The greatly reduced contact with social workers is worrying. Fewer patients were allocated a case worker in the community or followed up by hospital based social workers after discharge. This was partly accounted for by social workers' substantially increased responsibilities for child care and partly by the disruption caused by reorganisation. These patients still regarded access to a social worker as particularly important as they were preoccupied with finances and accommodation. The low rate of contact with social workers raises concerns in the context of their new role as case managers, organising and coordinating services for long term mentally ill people.
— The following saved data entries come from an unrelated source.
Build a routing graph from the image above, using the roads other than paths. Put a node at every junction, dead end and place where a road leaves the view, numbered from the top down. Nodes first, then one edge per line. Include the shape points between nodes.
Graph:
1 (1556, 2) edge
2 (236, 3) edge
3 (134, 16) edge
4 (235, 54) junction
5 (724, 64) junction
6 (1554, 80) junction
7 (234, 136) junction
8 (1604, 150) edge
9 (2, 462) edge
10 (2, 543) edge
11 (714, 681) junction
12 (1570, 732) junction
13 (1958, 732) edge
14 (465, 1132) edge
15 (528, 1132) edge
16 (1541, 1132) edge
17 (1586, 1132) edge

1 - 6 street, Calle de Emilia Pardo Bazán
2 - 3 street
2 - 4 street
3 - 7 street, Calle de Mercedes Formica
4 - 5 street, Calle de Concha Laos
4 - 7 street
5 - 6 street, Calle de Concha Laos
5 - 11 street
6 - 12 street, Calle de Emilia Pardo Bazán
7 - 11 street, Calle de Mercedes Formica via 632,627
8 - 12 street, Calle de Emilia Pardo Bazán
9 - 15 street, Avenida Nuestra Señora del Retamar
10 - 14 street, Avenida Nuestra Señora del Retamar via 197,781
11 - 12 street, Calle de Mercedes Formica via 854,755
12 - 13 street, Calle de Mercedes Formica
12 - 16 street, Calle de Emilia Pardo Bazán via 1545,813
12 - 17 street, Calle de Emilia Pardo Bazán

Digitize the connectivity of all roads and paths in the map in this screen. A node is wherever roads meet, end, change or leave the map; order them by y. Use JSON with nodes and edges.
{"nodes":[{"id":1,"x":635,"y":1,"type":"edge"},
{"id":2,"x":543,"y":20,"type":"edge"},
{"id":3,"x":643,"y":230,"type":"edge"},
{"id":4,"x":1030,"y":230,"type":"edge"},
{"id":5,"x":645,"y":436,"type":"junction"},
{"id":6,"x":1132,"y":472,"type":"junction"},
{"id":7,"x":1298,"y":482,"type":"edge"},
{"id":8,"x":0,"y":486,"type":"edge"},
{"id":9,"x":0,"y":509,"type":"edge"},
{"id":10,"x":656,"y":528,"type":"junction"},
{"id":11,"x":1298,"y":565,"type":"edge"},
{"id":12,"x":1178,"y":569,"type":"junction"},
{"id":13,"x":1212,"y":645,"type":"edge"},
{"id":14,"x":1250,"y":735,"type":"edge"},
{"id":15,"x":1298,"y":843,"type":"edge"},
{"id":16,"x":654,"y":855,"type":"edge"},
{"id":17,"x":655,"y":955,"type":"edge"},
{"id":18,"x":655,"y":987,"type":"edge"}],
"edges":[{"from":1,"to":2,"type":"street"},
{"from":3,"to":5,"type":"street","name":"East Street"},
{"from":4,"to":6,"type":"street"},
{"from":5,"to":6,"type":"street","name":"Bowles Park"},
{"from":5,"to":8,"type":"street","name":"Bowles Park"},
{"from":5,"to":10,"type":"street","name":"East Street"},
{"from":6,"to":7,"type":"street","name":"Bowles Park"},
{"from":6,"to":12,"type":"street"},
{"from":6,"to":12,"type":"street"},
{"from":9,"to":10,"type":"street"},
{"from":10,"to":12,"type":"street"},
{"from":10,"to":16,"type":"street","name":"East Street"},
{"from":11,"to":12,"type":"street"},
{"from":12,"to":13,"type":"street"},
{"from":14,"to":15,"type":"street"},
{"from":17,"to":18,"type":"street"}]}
The reduced contact with general practitioners indicates a need for closer liaison with primary care so that both the psychiatric needs and the considerable physical needs of chronically mentally ill people31 can be met. General practitioners tend to perform mental state assessments and adjust drug regimens less often than for long term physically ill patients,32 and some have expressed a wish for sharing care with psychiatric services.33
In conclusion, this study has shown that deliberately targeting care to long term mentally ill people in a deprived inner city area resulted in increased receipt of services - in particular, hospital admissions, care by community psychiatric nurses, and prescription drugs. The outcome in the patients studied was a reduction in psychotic symptoms but no change in mean social functioning, underlining the independence of clinical and social outcome in schizophrenia. High rates of unemployment and inactivity persisted, and the numbers in specialised accommodation did not change. The Health of the Nation emphasises that improving services can do much to reduce the harm that mental illness can cause and outlines targets for improving both health and social functioning of those suffering from a mental illness.21 These targets will not be achieved with patterns of community care such as those found in this study, in which very few patients are receiving coordinated packages of social care to address poor social functioning. There is a need for comprehensive treatment programmes involving long term social activity as well as assertively delivered medical care.
We are grateful to the patients and their relatives who volunteered to be interviewed and to Professor T Craig for his advice.